Needless to say, we delivered a feature packed release in Splunk 6 a few weeks ago. With all the buzz around Data Model and Pivot, you might have missed a few of the other cool things we’ve been working on back in the bit factory.
Historically, if you were going to Splunk anything with a file header, like a CSV or IIS log, we attempted to take the file header, read in the field names, and create a props and transforms for you in the learned app using DELIMS. While this worked ok for local file ingestion on a Splunk server for CSV, CHECK_FOR_HEADER would get confused with multi-line headers like those found in IIS. For example:
#Software: Microsoft Internet Information Services 7.5 #Version: 1.0 #Date: 2013-10-18 18:35:33 #Fields: date time s-ip cs-method cs-uri-stem cs-uri-query s-port cs-username c-ip cs-version cs(User-Agent) cs(Cookie) cs-host sc-status sc-substatus sc-win32-status sc-bytes cs-bytes time-taken
Moreover, if you were monitoring a file with a header using a Universal Forwarder, the props/transforms/learned magic happened locally on the Forwarder and did not get transmitted to your indexing or search tier making this quite a manual process.
Good news!
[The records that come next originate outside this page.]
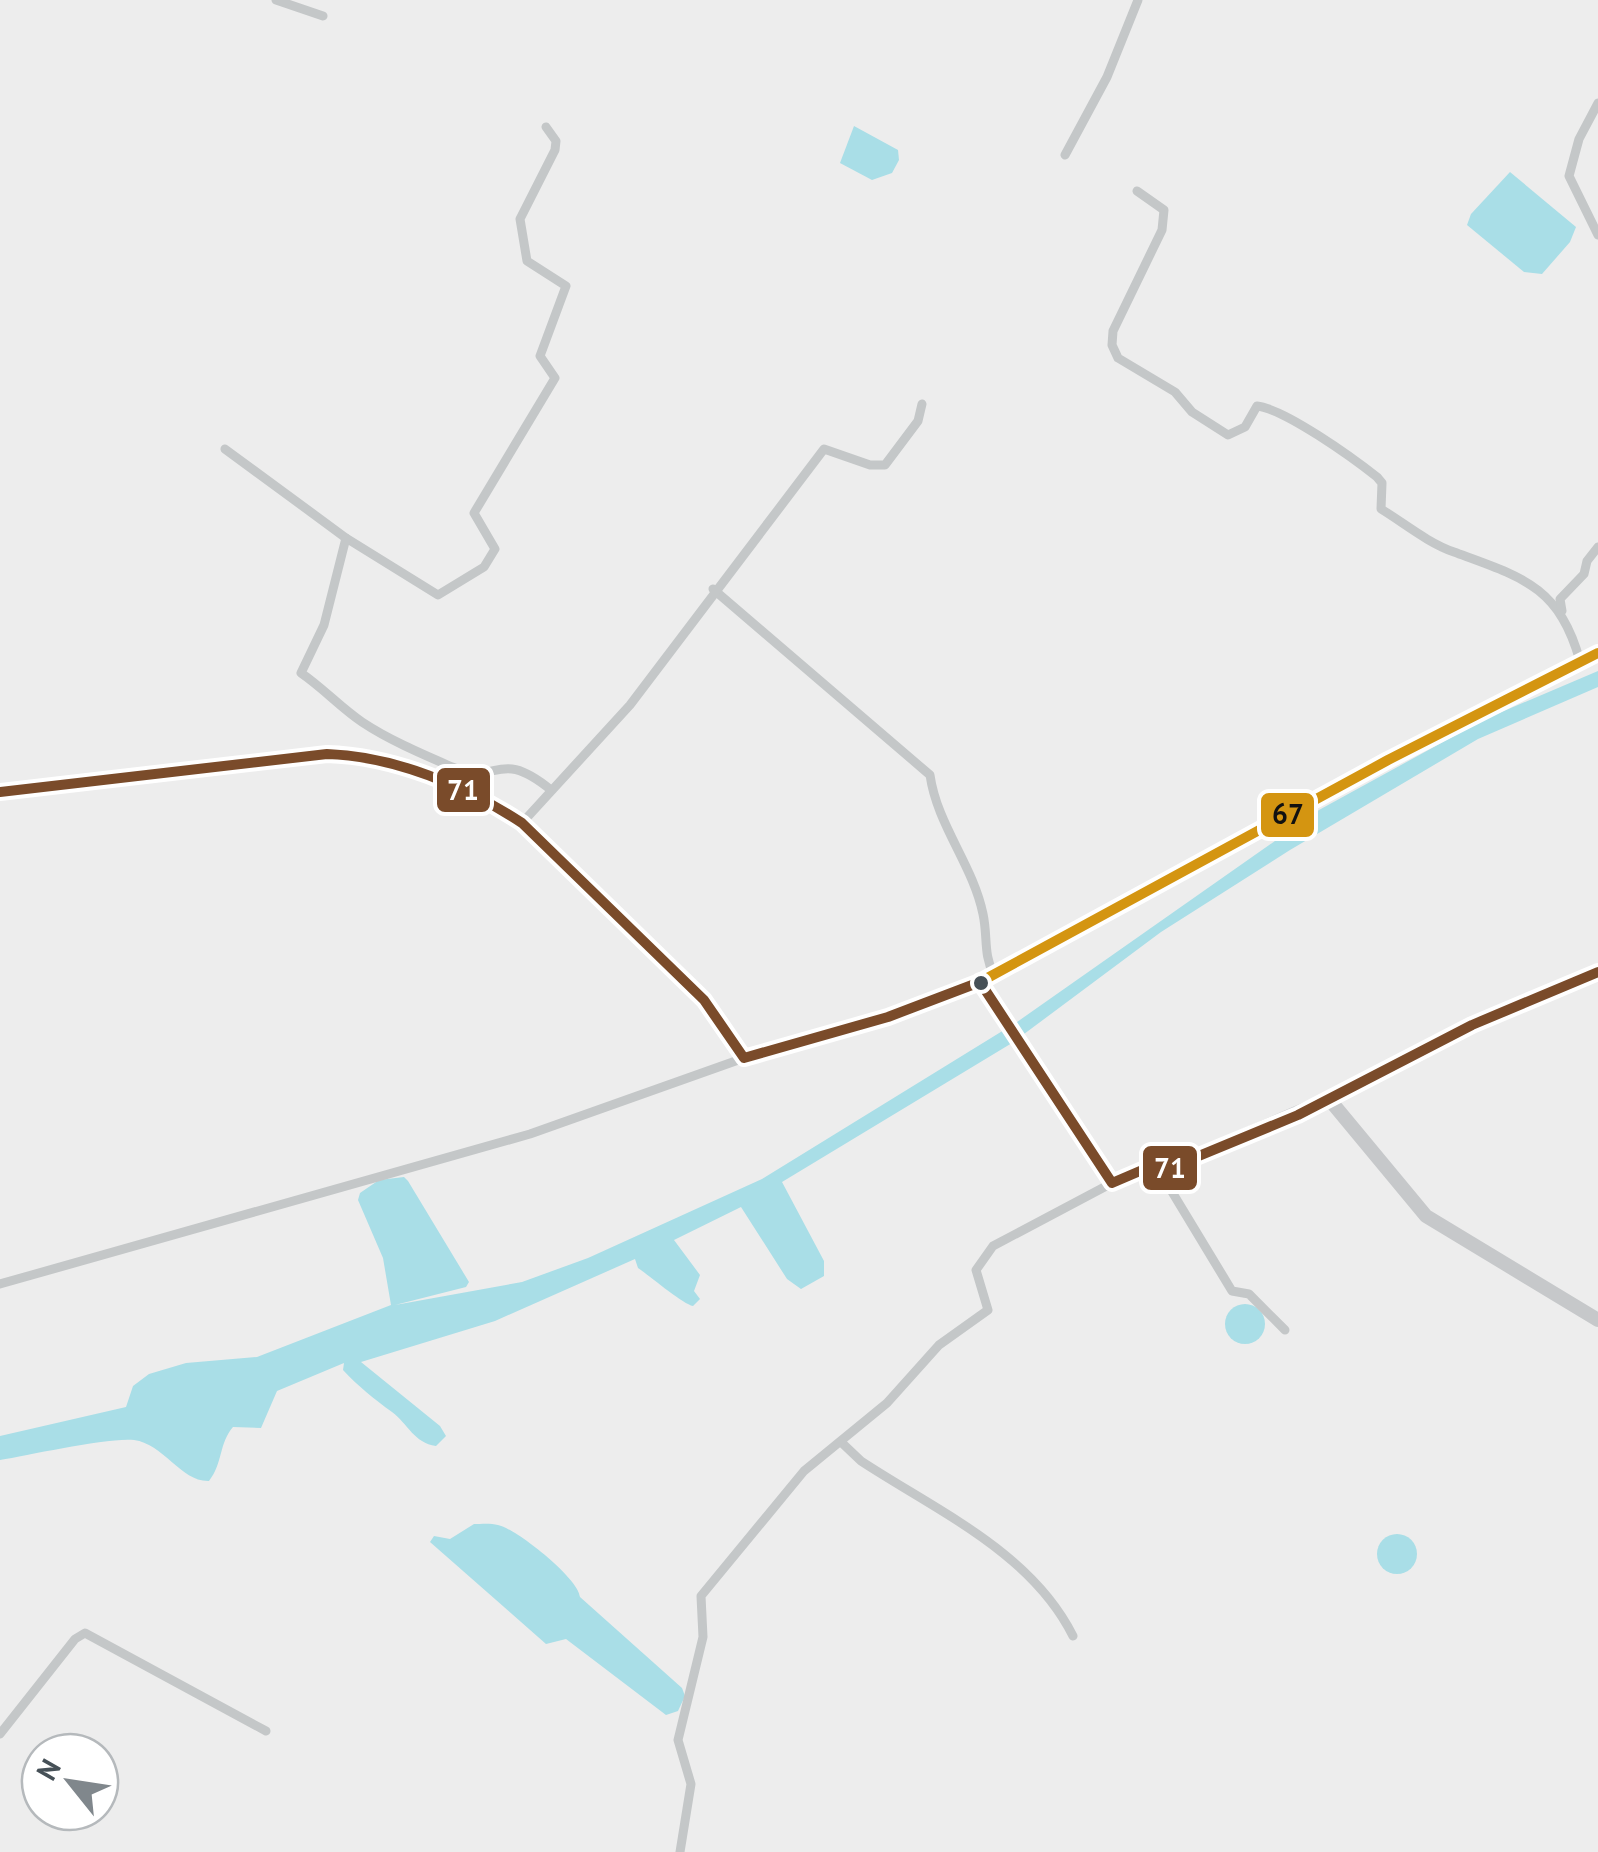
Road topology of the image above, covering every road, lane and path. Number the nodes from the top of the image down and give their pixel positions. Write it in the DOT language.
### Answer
graph roads {
  1 [pos="276,0"];
  2 [pos="1138,0"];
  3 [pos="323,16"];
  4 [pos="1598,103"];
  5 [pos="546,127"];
  6 [pos="1064,155"];
  7 [pos="1138,191"];
  8 [pos="1598,235"];
  9 [pos="922,404"];
  10 [pos="225,449"];
  11 [pos="346,538"];
  12 [pos="1598,547"];
  13 [pos="713,589"];
  14 [pos="1562,613"];
  15 [pos="1598,653"];
  16 [pos="1580,661"];
  17 [pos="551,790"];
  18 [pos="0,792"];
  19 [pos="522,823"];
  20 [pos="1598,972"];
  21 [pos="987,979"];
  22 [pos="744,1058"];
  23 [pos="1328,1099"];
  24 [pos="1160,1172"];
  25 [pos="1112,1183"];
  26 [pos="0,1284"];
  27 [pos="1598,1320"];
  28 [pos="1285,1330"];
  29 [pos="841,1442"];
  30 [pos="1073,1636"];
  31 [pos="266,1732"];
  32 [pos="0,1734"];
  33 [pos="680,1852"];
  1 -- 3 [label="street"];
  2 -- 6 [label="street"];
  4 -- 8 [label="street"];
  5 -- 11 [label="street"];
  7 -- 14 [label="street"];
  9 -- 13 [label="street"];
  10 -- 11 [label="street"];
  11 -- 17 [label="street"];
  12 -- 14 [label="street"];
  13 -- 17 [label="street"];
  13 -- 21 [label="street"];
  14 -- 16 [label="street"];
  15 -- 16 [label="street"];
  16 -- 21 [label="street"];
  17 -- 19 [label="street"];
  18 -- 19 [label="main road"];
  19 -- 22 [label="main road"];
  20 -- 23 [label="street"];
  21 -- 22 [label="main road"];
  21 -- 25 [label="main road"];
  22 -- 26 [label="street"];
  23 -- 24 [label="main road"];
  23 -- 27 [label="main road"];
  24 -- 25 [label="main road"];
  24 -- 28 [label="street"];
  25 -- 29 [label="street"];
  29 -- 30 [label="street"];
  29 -- 33 [label="street"];
  31 -- 32 [label="street"];
}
In Splunk 6 we’ve added several props.conf stanzas to better handle the diversity of header formats out there and make this mapping of field values found in headers easier. So for our IIS example, I would put the following in inputs.conf out on my Universal Forwarder:
Now IIS is what we call a pre-trained sourcetype so if you go look in $SPLUNK_HOME/etc/system/default/props.conf you will see something that looks like this
[iis] ... INDEXED_EXTRACTIONS = w3c
In previous versions of Splunk, this is where you would see the (not working so well) CHECK_FOR_HEADER = True. In Splunk 6, we’ve replaced this with the stanza INDEXED_EXTRACTIONS = w3c. This is the “easy button” for IIS logs as they are, by default in IIS, found in this format detailed above with four lines of comments with the actual field names found in the fourth line. Several other Microsoft products, and others, use this header style. This actually breaks down to a more detailed use of the props.conf controls I mentioned before like this:
FIELD_DELIMITER = whitespace FIELD_HEADER_REGEX = ^#Fields:\s*(.*) MISSING_VALUE_REGEX = - TIME_FORMAT = %Y-%m-%d %H:%M:%S TZ = GMT TIMESTAMP_FIELDS = date,time
If you want to see all of the controls for handling file headers, check out the page in the Splunk documentation here. We’ve given you the “easy button” for CSV, IIS (W3C), Tab Separated Values, and Pipe Separated Values. The rest of the controls are for custom logging formats or for where vendors throw in nuggets like tab spacing in the header definition.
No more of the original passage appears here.